### TASK DIRECTIONS
Reproduce the records precisely. Every line should be included.

### AVAILABLE DATA

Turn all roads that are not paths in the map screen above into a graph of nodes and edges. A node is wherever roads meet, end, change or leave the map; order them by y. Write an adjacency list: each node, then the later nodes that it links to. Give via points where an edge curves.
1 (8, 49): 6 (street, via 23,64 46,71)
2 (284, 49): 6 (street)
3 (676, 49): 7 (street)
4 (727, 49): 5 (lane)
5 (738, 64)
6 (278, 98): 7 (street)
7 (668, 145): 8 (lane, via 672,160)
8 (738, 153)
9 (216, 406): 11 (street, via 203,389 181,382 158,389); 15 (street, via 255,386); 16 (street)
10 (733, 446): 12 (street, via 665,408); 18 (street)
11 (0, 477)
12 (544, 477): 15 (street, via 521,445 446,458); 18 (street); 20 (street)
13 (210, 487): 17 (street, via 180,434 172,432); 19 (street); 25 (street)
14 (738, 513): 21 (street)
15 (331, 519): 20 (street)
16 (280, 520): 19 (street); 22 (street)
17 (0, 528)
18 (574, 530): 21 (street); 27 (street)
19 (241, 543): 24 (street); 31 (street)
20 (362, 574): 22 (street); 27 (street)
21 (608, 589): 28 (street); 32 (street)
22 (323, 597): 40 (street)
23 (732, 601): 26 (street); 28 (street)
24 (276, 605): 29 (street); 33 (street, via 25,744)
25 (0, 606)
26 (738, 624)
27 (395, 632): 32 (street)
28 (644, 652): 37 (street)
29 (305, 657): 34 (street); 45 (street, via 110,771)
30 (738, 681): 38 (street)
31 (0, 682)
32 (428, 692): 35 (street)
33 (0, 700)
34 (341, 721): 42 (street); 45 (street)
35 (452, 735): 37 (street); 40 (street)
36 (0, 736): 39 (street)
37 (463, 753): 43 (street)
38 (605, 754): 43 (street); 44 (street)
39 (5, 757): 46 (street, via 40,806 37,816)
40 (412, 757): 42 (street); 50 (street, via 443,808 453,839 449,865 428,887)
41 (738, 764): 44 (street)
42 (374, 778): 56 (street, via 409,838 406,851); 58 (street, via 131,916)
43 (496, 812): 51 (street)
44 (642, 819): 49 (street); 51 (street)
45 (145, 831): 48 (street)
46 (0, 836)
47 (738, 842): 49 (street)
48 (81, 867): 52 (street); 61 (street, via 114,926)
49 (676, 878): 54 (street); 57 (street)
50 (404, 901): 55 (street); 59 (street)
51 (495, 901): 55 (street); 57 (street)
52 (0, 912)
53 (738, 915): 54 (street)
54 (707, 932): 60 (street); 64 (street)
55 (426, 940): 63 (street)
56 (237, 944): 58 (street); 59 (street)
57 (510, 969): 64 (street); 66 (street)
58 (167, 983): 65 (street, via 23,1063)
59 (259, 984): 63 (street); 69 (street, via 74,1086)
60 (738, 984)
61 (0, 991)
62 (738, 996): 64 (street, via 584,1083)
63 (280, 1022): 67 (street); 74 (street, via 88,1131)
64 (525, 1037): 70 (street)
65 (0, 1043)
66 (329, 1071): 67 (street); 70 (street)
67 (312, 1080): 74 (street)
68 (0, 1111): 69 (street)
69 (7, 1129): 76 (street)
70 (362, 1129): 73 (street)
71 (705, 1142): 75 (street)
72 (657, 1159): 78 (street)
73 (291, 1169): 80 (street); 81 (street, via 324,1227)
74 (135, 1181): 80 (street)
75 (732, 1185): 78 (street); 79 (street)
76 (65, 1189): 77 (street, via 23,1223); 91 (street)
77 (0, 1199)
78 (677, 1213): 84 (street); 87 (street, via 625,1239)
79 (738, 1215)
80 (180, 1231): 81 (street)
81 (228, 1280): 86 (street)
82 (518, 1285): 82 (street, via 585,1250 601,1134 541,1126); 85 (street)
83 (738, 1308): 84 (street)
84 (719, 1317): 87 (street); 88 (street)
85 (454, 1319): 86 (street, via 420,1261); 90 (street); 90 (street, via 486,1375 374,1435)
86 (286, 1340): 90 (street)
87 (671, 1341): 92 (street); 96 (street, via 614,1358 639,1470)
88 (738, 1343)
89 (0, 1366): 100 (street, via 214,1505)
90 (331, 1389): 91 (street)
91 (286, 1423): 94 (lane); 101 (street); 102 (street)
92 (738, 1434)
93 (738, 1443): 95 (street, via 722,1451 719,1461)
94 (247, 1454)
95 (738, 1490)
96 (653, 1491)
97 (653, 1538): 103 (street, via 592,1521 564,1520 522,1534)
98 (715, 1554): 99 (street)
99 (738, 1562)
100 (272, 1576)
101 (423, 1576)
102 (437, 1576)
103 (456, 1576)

### SOLUTION FOR THIS EXERCISE
Turn all roads that are not paths in the map screen above into a graph of nodes and edges. A node is wherever roads meet, end, change or leave the map; order them by y. Write an adjacency list: each node, then the later nodes that it links to. Give via points where an edge curves.
1 (8, 49): 6 (street, via 23,64 46,71)
2 (284, 49): 6 (street)
3 (676, 49): 7 (street)
4 (727, 49): 5 (lane)
5 (738, 64)
6 (278, 98): 7 (street)
7 (668, 145): 8 (lane, via 672,160)
8 (738, 153)
9 (216, 406): 11 (street, via 203,389 181,382 158,389); 15 (street, via 255,386); 16 (street)
10 (733, 446): 12 (street, via 665,408); 18 (street)
11 (0, 477)
12 (544, 477): 15 (street, via 521,445 446,458); 18 (street); 20 (street)
13 (210, 487): 17 (street, via 180,434 172,432); 19 (street); 25 (street)
14 (738, 513): 21 (street)
15 (331, 519): 20 (street)
16 (280, 520): 19 (street); 22 (street)
17 (0, 528)
18 (574, 530): 21 (street); 27 (street)
19 (241, 543): 24 (street); 31 (street)
20 (362, 574): 22 (street); 27 (street)
21 (608, 589): 28 (street); 32 (street)
22 (323, 597): 40 (street)
23 (732, 601): 26 (street); 28 (street)
24 (276, 605): 29 (street); 33 (street, via 25,744)
25 (0, 606)
26 (738, 624)
27 (395, 632): 32 (street)
28 (644, 652): 37 (street)
29 (305, 657): 34 (street); 45 (street, via 110,771)
30 (738, 681): 38 (street)
31 (0, 682)
32 (428, 692): 35 (street)
33 (0, 700)
34 (341, 721): 42 (street); 45 (street)
35 (452, 735): 37 (street); 40 (street)
36 (0, 736): 39 (street)
37 (463, 753): 43 (street)
38 (605, 754): 43 (street); 44 (street)
39 (5, 757): 46 (street, via 40,806 37,816)
40 (412, 757): 42 (street); 50 (street, via 443,808 453,839 449,865 428,887)
41 (738, 764): 44 (street)
42 (374, 778): 56 (street, via 409,838 406,851); 58 (street, via 131,916)
43 (496, 812): 51 (street)
44 (642, 819): 49 (street); 51 (street)
45 (145, 831): 48 (street)
46 (0, 836)
47 (738, 842): 49 (street)
48 (81, 867): 52 (street); 61 (street, via 114,926)
49 (676, 878): 54 (street); 57 (street)
50 (404, 901): 55 (street); 59 (street)
51 (495, 901): 55 (street); 57 (street)
52 (0, 912)
53 (738, 915): 54 (street)
54 (707, 932): 60 (street); 64 (street)
55 (426, 940): 63 (street)
56 (237, 944): 58 (street); 59 (street)
57 (510, 969): 64 (street); 66 (street)
58 (167, 983): 65 (street, via 23,1063)
59 (259, 984): 63 (street); 69 (street, via 74,1086)
60 (738, 984)
61 (0, 991)
62 (738, 996): 64 (street, via 584,1083)
63 (280, 1022): 67 (street); 74 (street, via 88,1131)
64 (525, 1037): 70 (street)
65 (0, 1043)
66 (329, 1071): 67 (street); 70 (street)
67 (312, 1080): 74 (street)
68 (0, 1111): 69 (street)
69 (7, 1129): 76 (street)
70 (362, 1129): 73 (street)
71 (705, 1142): 75 (street)
72 (657, 1159): 78 (street)
73 (291, 1169): 80 (street); 81 (street, via 324,1227)
74 (135, 1181): 80 (street)
75 (732, 1185): 78 (street); 79 (street)
76 (65, 1189): 77 (street, via 23,1223); 91 (street)
77 (0, 1199)
78 (677, 1213): 84 (street); 87 (street, via 625,1239)
79 (738, 1215)
80 (180, 1231): 81 (street)
81 (228, 1280): 86 (street)
82 (518, 1285): 82 (street, via 585,1250 601,1134 541,1126); 85 (street)
83 (738, 1308): 84 (street)
84 (719, 1317): 87 (street); 88 (street)
85 (454, 1319): 86 (street, via 420,1261); 90 (street); 90 (street, via 486,1375 374,1435)
86 (286, 1340): 90 (street)
87 (671, 1341): 92 (street); 96 (street, via 614,1358 639,1470)
88 (738, 1343)
89 (0, 1366): 100 (street, via 214,1505)
90 (331, 1389): 91 (street)
91 (286, 1423): 94 (lane); 101 (street); 102 (street)
92 (738, 1434)
93 (738, 1443): 95 (street, via 722,1451 719,1461)
94 (247, 1454)
95 (738, 1490)
96 (653, 1491)
97 (653, 1538): 103 (street, via 592,1521 564,1520 522,1534)
98 (715, 1554): 99 (street)
99 (738, 1562)
100 (272, 1576)
101 (423, 1576)
102 (437, 1576)
103 (456, 1576)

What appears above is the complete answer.